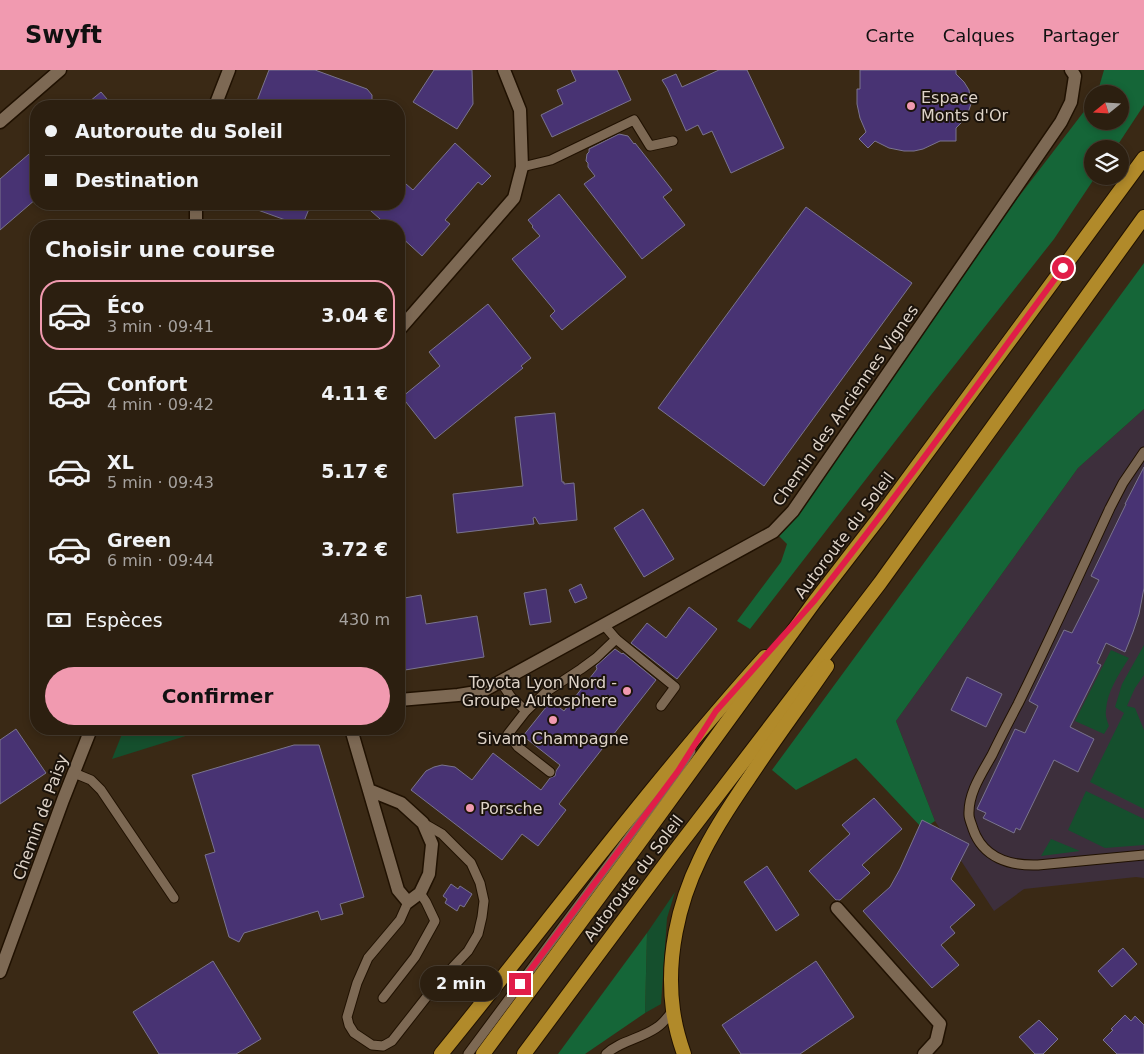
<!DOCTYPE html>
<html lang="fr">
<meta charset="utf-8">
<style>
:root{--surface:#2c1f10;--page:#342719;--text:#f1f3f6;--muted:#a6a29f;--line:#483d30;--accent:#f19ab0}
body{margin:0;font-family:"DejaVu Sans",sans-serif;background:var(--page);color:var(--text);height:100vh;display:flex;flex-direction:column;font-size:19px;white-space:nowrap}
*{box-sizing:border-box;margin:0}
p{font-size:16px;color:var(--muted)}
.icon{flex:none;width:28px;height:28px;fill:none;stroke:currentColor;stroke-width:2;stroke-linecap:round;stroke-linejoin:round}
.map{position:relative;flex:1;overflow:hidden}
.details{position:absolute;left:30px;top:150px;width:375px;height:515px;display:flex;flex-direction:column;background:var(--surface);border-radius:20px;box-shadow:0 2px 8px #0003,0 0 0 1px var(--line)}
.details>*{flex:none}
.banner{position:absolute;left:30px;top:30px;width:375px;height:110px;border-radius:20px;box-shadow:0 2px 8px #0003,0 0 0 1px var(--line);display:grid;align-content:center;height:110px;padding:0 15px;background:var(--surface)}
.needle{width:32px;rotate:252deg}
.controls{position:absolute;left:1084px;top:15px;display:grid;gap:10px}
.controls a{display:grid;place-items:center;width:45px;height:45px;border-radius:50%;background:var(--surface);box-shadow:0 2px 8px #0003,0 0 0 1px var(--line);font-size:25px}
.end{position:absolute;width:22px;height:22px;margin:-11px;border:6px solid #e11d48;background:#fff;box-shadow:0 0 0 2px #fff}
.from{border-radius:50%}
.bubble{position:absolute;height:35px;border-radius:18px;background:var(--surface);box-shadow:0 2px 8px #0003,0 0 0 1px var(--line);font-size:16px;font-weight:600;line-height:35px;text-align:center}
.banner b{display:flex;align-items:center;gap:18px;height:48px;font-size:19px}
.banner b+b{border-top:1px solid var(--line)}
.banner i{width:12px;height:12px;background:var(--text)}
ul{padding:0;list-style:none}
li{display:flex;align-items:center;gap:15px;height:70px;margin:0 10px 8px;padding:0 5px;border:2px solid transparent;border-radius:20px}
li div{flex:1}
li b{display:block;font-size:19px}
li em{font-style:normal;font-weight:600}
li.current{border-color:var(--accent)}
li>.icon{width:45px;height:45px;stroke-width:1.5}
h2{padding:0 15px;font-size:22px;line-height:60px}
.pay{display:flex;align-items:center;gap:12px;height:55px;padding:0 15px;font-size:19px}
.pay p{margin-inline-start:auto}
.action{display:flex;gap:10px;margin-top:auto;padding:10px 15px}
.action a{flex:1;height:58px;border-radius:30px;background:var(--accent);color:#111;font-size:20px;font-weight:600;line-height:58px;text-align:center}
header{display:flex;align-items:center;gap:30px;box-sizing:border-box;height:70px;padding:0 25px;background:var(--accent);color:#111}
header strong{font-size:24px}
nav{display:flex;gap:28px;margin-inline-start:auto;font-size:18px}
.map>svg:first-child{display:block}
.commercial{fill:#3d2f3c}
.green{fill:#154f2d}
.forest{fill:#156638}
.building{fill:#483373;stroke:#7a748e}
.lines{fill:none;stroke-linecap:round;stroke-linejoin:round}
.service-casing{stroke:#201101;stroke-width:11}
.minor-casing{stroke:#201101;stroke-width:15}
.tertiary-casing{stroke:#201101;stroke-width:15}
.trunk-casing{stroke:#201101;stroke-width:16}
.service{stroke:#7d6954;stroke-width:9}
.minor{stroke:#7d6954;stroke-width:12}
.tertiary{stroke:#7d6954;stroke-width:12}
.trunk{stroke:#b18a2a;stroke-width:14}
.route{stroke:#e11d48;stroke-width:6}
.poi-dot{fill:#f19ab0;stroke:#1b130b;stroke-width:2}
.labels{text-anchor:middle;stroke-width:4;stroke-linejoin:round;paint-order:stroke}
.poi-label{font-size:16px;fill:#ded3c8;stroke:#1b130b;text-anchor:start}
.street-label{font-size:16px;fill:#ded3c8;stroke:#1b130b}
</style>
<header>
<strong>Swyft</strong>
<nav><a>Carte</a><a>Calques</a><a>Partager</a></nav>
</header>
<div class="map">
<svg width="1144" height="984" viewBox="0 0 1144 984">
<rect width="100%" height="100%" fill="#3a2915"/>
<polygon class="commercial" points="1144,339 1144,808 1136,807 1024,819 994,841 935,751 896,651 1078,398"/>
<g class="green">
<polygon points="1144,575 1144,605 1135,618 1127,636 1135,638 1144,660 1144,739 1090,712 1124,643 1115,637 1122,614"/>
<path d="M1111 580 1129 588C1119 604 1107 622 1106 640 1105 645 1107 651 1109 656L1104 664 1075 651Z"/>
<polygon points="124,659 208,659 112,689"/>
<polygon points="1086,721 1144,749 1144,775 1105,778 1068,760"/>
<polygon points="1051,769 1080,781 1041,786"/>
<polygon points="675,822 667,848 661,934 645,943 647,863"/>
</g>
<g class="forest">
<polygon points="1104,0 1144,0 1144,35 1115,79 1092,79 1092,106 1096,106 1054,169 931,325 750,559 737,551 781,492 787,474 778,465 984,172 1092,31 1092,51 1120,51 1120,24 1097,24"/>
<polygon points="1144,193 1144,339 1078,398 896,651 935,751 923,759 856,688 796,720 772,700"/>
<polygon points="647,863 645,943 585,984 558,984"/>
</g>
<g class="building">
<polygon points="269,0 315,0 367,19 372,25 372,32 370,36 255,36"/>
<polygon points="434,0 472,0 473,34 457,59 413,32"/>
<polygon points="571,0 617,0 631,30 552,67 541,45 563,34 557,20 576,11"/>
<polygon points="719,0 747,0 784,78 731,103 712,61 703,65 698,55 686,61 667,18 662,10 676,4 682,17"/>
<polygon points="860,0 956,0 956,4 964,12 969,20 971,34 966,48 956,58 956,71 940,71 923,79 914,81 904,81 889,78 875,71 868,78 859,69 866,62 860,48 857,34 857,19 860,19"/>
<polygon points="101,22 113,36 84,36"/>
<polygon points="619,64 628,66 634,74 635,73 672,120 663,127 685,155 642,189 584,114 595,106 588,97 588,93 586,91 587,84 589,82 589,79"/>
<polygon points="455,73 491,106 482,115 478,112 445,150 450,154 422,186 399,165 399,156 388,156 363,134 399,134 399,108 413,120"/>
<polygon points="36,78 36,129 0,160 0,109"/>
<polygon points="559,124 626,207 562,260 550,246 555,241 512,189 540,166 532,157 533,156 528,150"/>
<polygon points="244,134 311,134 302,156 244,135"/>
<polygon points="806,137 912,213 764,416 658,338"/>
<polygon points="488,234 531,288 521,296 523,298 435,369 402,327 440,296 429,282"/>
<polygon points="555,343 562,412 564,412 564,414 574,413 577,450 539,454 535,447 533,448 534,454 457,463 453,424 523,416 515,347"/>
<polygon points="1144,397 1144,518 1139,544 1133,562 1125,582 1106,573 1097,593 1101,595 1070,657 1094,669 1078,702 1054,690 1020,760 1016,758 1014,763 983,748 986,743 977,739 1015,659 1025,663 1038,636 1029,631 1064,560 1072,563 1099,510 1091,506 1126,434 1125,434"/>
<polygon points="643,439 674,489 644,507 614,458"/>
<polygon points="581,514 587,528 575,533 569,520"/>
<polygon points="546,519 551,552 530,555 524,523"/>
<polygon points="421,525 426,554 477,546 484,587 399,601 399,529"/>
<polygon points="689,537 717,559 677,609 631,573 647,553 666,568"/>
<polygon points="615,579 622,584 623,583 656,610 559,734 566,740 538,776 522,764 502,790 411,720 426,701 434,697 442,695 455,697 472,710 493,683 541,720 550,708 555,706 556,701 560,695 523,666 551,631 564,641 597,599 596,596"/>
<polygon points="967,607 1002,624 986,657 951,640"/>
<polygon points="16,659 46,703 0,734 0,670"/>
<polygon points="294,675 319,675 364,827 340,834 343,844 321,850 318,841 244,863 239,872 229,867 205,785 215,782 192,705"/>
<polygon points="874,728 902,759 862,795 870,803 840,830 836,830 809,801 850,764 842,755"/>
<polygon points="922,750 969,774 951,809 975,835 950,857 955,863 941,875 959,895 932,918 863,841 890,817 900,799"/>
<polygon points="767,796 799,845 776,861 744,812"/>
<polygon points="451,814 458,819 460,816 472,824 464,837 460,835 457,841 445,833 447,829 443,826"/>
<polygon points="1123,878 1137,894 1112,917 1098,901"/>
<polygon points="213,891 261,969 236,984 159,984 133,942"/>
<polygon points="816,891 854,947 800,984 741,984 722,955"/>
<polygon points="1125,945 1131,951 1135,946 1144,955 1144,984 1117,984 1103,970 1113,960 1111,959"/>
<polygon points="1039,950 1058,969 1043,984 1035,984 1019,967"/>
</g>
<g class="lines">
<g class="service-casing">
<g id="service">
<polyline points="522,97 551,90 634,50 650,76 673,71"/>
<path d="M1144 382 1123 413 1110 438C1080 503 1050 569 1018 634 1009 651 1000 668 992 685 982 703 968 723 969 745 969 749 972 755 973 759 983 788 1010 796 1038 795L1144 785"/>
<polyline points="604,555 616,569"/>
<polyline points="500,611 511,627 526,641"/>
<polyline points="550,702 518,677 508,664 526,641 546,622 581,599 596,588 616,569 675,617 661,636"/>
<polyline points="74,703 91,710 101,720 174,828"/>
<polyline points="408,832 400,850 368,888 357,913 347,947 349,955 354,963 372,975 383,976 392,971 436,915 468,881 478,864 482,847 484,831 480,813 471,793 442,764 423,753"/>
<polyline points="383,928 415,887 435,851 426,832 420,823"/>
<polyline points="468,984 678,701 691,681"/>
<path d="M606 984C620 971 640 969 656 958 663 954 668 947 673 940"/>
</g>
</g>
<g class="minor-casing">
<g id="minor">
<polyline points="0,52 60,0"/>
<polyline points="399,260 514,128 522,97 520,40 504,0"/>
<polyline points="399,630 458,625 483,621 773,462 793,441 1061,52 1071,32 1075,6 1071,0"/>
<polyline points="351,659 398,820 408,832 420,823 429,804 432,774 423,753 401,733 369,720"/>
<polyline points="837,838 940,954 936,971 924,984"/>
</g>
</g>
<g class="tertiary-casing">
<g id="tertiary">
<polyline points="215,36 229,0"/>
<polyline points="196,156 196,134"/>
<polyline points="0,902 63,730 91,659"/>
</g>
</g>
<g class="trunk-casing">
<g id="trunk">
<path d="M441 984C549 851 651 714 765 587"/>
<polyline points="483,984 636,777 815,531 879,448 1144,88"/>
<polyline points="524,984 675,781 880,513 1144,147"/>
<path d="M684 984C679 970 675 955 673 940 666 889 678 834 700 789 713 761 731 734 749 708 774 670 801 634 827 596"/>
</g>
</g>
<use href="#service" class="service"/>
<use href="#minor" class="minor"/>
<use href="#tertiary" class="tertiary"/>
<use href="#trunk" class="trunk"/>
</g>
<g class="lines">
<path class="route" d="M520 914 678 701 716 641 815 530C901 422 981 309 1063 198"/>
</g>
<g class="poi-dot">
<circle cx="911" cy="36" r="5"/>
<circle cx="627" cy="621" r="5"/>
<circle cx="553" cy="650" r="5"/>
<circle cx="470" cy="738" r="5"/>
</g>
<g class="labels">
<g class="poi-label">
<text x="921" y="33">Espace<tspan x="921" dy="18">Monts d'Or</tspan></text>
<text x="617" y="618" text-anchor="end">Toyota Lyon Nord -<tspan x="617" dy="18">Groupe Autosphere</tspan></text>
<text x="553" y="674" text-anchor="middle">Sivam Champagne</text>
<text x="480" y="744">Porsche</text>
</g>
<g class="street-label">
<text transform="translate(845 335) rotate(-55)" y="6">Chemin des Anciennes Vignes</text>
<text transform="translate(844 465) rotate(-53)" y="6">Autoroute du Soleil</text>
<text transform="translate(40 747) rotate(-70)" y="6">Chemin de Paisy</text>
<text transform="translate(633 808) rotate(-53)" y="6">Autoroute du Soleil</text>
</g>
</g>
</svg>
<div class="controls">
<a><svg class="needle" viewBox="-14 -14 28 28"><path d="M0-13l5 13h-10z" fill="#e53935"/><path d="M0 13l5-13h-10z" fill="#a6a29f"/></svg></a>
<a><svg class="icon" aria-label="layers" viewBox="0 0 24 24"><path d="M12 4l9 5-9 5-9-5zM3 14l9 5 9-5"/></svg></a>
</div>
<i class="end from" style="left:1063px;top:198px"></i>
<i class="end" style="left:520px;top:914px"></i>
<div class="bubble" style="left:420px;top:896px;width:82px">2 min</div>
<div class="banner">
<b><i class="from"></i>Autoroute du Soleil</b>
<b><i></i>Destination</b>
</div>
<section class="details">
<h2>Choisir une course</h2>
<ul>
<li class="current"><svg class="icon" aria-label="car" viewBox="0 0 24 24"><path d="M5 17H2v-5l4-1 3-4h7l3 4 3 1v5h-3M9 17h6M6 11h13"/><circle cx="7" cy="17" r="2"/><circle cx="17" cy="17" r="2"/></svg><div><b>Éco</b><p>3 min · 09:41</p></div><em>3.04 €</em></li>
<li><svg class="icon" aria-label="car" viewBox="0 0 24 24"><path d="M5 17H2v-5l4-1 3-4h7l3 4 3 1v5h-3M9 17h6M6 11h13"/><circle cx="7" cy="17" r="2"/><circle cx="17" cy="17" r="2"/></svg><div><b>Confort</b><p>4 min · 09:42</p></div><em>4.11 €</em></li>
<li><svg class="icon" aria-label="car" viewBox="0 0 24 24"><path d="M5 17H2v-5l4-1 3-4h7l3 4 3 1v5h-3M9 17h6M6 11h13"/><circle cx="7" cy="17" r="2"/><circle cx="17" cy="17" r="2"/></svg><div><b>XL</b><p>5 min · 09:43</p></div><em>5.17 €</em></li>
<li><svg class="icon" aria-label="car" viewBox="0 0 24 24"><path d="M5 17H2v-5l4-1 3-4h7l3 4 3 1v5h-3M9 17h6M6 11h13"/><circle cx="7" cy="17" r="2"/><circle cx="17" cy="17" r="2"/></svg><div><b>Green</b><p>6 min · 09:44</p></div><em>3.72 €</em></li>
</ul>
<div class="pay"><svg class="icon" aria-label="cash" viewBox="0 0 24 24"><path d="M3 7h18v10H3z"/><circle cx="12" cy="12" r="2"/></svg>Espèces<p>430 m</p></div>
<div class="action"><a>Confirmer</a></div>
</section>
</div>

######

(AIM OF THE TASK): The expected answer is a copy of each line in the records that holds the word "absolute".

(TASK RESPONSE):
.details{position:absolute;left:30px;top:150px;width:375px;height:515px;display:flex;flex-direction:column;background:var(--surface);border-radius:20px;box-shadow:0 2px 8px #0003,0 0 0 1px var(--line)}
.banner{position:absolute;left:30px;top:30px;width:375px;height:110px;border-radius:20px;box-shadow:0 2px 8px #0003,0 0 0 1px var(--line);display:grid;align-content:center;height:110px;padding:0 15px;background:var(--surface)}
.controls{position:absolute;left:1084px;top:15px;display:grid;gap:10px}
.end{position:absolute;width:22px;height:22px;margin:-11px;border:6px solid #e11d48;background:#fff;box-shadow:0 0 0 2px #fff}
.bubble{position:absolute;height:35px;border-radius:18px;background:var(--surface);box-shadow:0 2px 8px #0003,0 0 0 1px var(--line);font-size:16px;font-weight:600;line-height:35px;text-align:center}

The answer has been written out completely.